Inside Vanity Fair’s First Founders Fair with Reese Witherspoon, Sasheer Zamata, Tory Burch, and More
At Vanity Fair’s inaugural Founders Fair last April, entrepreneurial women—including Tory Burch, Reese Witherspoon, and the co-chairs of the Women’s March—talked about what it takes.
While there’s ample evidence that there are still ceilings for professional women to shatter (Exhibit A: the White House), female entrepreneurs are having a moment. This was plain to witness at the first Vanity Fair Founders Fair, at 1 Hotel Brooklyn Bridge, in April, where risk-takers, business leaders, and investors shared stories of having ignored naysayers and turning bright ideas into businesses. Tory Burch, in conversation with Vanity Fair editor Graydon Carter, explained why she firmly believes retail still has a place—alongside e-commerce—in her eponymous fashion empire. The national co-chairs of the Women’s March told how they turned angst from disparate Facebook groups into 1.2 million placard-wielding, pink-hat-wearing demonstrators the day after Donald Trump’s inauguration. Reese Witherspoon—a producer, Oscar-winning actress, and the founder of lifestyle brand Draper James—revealed how she still isn’t taken as seriously as her male counterparts. “A guy has one hit and they say he deserves an Oscar. One guy will have a hit at Sundance and he gets Jurassic Park,” she said. “A woman has a hit at Sundance and it takes her like six more movies to get a big movie.” Indeed, grit was a theme of the event.

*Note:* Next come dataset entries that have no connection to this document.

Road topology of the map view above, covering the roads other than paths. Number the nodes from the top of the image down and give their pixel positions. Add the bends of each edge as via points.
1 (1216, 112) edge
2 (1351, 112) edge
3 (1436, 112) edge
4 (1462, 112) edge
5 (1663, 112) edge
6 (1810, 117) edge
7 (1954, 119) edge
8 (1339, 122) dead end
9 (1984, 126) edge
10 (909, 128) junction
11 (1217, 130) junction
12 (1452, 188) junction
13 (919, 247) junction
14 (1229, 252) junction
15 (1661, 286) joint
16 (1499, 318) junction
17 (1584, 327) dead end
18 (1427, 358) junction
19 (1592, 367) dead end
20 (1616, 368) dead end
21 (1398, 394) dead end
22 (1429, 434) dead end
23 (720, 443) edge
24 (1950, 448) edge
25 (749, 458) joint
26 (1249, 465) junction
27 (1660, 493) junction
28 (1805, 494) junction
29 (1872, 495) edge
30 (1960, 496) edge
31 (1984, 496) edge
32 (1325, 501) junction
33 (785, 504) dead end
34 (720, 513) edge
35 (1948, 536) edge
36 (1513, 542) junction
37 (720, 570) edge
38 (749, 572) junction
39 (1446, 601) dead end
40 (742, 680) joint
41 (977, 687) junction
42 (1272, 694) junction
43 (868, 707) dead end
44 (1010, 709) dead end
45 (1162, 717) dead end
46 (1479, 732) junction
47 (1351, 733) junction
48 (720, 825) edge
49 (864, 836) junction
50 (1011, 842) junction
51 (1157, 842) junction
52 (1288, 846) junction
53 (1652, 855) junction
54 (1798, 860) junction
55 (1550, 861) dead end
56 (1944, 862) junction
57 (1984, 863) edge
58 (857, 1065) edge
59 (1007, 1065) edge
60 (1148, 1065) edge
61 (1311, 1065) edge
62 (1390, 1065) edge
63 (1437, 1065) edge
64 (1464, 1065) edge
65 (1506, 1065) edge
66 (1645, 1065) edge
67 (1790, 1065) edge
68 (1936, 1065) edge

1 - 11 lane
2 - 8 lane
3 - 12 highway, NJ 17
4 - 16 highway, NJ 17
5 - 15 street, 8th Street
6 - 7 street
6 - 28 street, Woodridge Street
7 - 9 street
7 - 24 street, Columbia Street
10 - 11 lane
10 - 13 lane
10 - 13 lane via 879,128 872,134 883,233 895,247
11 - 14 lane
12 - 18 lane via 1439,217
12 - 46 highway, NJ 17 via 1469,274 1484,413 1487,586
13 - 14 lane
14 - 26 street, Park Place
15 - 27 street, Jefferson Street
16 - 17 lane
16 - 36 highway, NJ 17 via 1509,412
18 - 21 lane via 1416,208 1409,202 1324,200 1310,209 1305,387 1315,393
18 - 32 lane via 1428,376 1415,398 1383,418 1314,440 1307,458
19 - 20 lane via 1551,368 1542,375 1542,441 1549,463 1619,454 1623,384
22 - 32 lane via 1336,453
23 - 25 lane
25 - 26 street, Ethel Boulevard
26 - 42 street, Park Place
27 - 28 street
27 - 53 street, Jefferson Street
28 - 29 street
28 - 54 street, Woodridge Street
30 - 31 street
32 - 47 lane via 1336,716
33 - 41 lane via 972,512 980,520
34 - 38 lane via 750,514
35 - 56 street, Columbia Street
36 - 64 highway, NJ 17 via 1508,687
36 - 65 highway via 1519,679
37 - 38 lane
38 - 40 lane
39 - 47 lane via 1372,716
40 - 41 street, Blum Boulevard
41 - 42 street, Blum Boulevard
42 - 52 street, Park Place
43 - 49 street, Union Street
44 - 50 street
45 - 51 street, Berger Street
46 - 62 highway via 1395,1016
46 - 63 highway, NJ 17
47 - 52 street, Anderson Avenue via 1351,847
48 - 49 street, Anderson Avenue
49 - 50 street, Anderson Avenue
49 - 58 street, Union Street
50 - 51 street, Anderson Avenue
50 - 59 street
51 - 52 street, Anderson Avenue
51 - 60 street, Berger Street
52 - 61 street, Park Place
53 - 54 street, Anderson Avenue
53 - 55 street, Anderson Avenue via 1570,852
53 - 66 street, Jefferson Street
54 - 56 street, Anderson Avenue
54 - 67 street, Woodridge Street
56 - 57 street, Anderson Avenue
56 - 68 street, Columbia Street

Julie Deane, founder of the Cambridge Satchel Company, described how she started her business by calling a shopkeeper every 35 minutes for almost two days until he revealed the name of a key supplier. “This is where being the most tenaciously annoying person and the best nagger in the world really comes into its own,” she declared. With founders such as Deane growing in force, the glass ceiling doesn’t stand a chance.